(The problem):
Print the data exactly as it appears, keeping every word.
[Study material Boundary: Start]
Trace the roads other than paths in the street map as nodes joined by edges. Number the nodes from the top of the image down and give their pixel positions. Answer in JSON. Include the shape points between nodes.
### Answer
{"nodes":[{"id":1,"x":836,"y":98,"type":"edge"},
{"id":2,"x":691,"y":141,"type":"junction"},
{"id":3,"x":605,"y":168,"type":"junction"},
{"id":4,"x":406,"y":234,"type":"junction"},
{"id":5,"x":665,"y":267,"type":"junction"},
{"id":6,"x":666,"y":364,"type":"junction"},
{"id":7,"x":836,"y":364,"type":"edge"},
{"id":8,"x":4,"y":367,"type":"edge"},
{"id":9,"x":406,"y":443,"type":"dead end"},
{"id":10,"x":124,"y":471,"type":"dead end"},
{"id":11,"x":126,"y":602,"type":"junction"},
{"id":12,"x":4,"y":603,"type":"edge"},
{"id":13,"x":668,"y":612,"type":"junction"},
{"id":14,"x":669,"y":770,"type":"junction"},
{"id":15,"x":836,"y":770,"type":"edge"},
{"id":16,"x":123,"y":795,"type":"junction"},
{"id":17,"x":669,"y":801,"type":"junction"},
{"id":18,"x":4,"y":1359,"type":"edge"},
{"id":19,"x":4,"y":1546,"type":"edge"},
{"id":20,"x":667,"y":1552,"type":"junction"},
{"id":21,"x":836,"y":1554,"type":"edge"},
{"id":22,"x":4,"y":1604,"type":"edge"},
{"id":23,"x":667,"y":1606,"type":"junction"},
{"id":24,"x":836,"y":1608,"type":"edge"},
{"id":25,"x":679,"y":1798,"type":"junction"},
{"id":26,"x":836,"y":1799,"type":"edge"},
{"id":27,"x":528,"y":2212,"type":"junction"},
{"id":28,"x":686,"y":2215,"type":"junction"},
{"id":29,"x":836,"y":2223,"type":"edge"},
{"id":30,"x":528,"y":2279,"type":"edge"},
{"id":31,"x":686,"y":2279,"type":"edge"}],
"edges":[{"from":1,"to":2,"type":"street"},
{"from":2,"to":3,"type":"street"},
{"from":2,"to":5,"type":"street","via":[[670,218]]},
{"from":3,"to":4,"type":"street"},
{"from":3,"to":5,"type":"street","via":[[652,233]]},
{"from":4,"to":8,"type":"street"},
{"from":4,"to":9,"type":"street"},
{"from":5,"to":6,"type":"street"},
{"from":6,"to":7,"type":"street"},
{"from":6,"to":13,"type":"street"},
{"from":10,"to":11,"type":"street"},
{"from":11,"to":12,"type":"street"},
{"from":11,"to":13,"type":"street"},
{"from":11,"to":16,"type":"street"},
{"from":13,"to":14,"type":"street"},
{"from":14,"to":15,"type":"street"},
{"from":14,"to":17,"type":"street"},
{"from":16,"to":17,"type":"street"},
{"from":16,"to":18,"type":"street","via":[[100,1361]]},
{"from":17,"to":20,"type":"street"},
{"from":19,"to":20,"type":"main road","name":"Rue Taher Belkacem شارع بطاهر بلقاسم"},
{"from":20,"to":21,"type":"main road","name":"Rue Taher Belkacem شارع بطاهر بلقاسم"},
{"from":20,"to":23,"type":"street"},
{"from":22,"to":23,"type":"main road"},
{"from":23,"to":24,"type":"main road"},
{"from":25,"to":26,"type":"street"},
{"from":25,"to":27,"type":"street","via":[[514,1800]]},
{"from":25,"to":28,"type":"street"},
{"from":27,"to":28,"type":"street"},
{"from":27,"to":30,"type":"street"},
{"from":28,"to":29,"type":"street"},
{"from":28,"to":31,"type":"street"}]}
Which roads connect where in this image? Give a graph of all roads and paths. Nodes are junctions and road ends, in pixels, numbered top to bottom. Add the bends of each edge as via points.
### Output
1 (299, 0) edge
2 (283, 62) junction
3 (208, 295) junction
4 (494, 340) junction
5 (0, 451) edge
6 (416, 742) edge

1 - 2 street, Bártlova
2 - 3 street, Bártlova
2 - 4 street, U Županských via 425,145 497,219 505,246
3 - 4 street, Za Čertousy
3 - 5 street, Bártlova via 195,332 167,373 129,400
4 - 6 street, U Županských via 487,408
[Study material Boundary: End]
(Exercise output):
Trace the roads other than paths in the street map as nodes joined by edges. Number the nodes from the top of the image down and give their pixel positions. Answer in JSON. Include the shape points between nodes.
### Answer
{"nodes":[{"id":1,"x":836,"y":98,"type":"edge"},
{"id":2,"x":691,"y":141,"type":"junction"},
{"id":3,"x":605,"y":168,"type":"junction"},
{"id":4,"x":406,"y":234,"type":"junction"},
{"id":5,"x":665,"y":267,"type":"junction"},
{"id":6,"x":666,"y":364,"type":"junction"},
{"id":7,"x":836,"y":364,"type":"edge"},
{"id":8,"x":4,"y":367,"type":"edge"},
{"id":9,"x":406,"y":443,"type":"dead end"},
{"id":10,"x":124,"y":471,"type":"dead end"},
{"id":11,"x":126,"y":602,"type":"junction"},
{"id":12,"x":4,"y":603,"type":"edge"},
{"id":13,"x":668,"y":612,"type":"junction"},
{"id":14,"x":669,"y":770,"type":"junction"},
{"id":15,"x":836,"y":770,"type":"edge"},
{"id":16,"x":123,"y":795,"type":"junction"},
{"id":17,"x":669,"y":801,"type":"junction"},
{"id":18,"x":4,"y":1359,"type":"edge"},
{"id":19,"x":4,"y":1546,"type":"edge"},
{"id":20,"x":667,"y":1552,"type":"junction"},
{"id":21,"x":836,"y":1554,"type":"edge"},
{"id":22,"x":4,"y":1604,"type":"edge"},
{"id":23,"x":667,"y":1606,"type":"junction"},
{"id":24,"x":836,"y":1608,"type":"edge"},
{"id":25,"x":679,"y":1798,"type":"junction"},
{"id":26,"x":836,"y":1799,"type":"edge"},
{"id":27,"x":528,"y":2212,"type":"junction"},
{"id":28,"x":686,"y":2215,"type":"junction"},
{"id":29,"x":836,"y":2223,"type":"edge"},
{"id":30,"x":528,"y":2279,"type":"edge"},
{"id":31,"x":686,"y":2279,"type":"edge"}],
"edges":[{"from":1,"to":2,"type":"street"},
{"from":2,"to":3,"type":"street"},
{"from":2,"to":5,"type":"street","via":[[670,218]]},
{"from":3,"to":4,"type":"street"},
{"from":3,"to":5,"type":"street","via":[[652,233]]},
{"from":4,"to":8,"type":"street"},
{"from":4,"to":9,"type":"street"},
{"from":5,"to":6,"type":"street"},
{"from":6,"to":7,"type":"street"},
{"from":6,"to":13,"type":"street"},
{"from":10,"to":11,"type":"street"},
{"from":11,"to":12,"type":"street"},
{"from":11,"to":13,"type":"street"},
{"from":11,"to":16,"type":"street"},
{"from":13,"to":14,"type":"street"},
{"from":14,"to":15,"type":"street"},
{"from":14,"to":17,"type":"street"},
{"from":16,"to":17,"type":"street"},
{"from":16,"to":18,"type":"street","via":[[100,1361]]},
{"from":17,"to":20,"type":"street"},
{"from":19,"to":20,"type":"main road","name":"Rue Taher Belkacem شارع بطاهر بلقاسم"},
{"from":20,"to":21,"type":"main road","name":"Rue Taher Belkacem شارع بطاهر بلقاسم"},
{"from":20,"to":23,"type":"street"},
{"from":22,"to":23,"type":"main road"},
{"from":23,"to":24,"type":"main road"},
{"from":25,"to":26,"type":"street"},
{"from":25,"to":27,"type":"street","via":[[514,1800]]},
{"from":25,"to":28,"type":"street"},
{"from":27,"to":28,"type":"street"},
{"from":27,"to":30,"type":"street"},
{"from":28,"to":29,"type":"street"},
{"from":28,"to":31,"type":"street"}]}
Which roads connect where in this image? Give a graph of all roads and paths. Nodes are junctions and road ends, in pixels, numbered top to bottom. Add the bends of each edge as via points.
### Output
1 (299, 0) edge
2 (283, 62) junction
3 (208, 295) junction
4 (494, 340) junction
5 (0, 451) edge
6 (416, 742) edge

1 - 2 street, Bártlova
2 - 3 street, Bártlova
2 - 4 street, U Županských via 425,145 497,219 505,246
3 - 4 street, Za Čertousy
3 - 5 street, Bártlova via 195,332 167,373 129,400
4 - 6 street, U Županských via 487,408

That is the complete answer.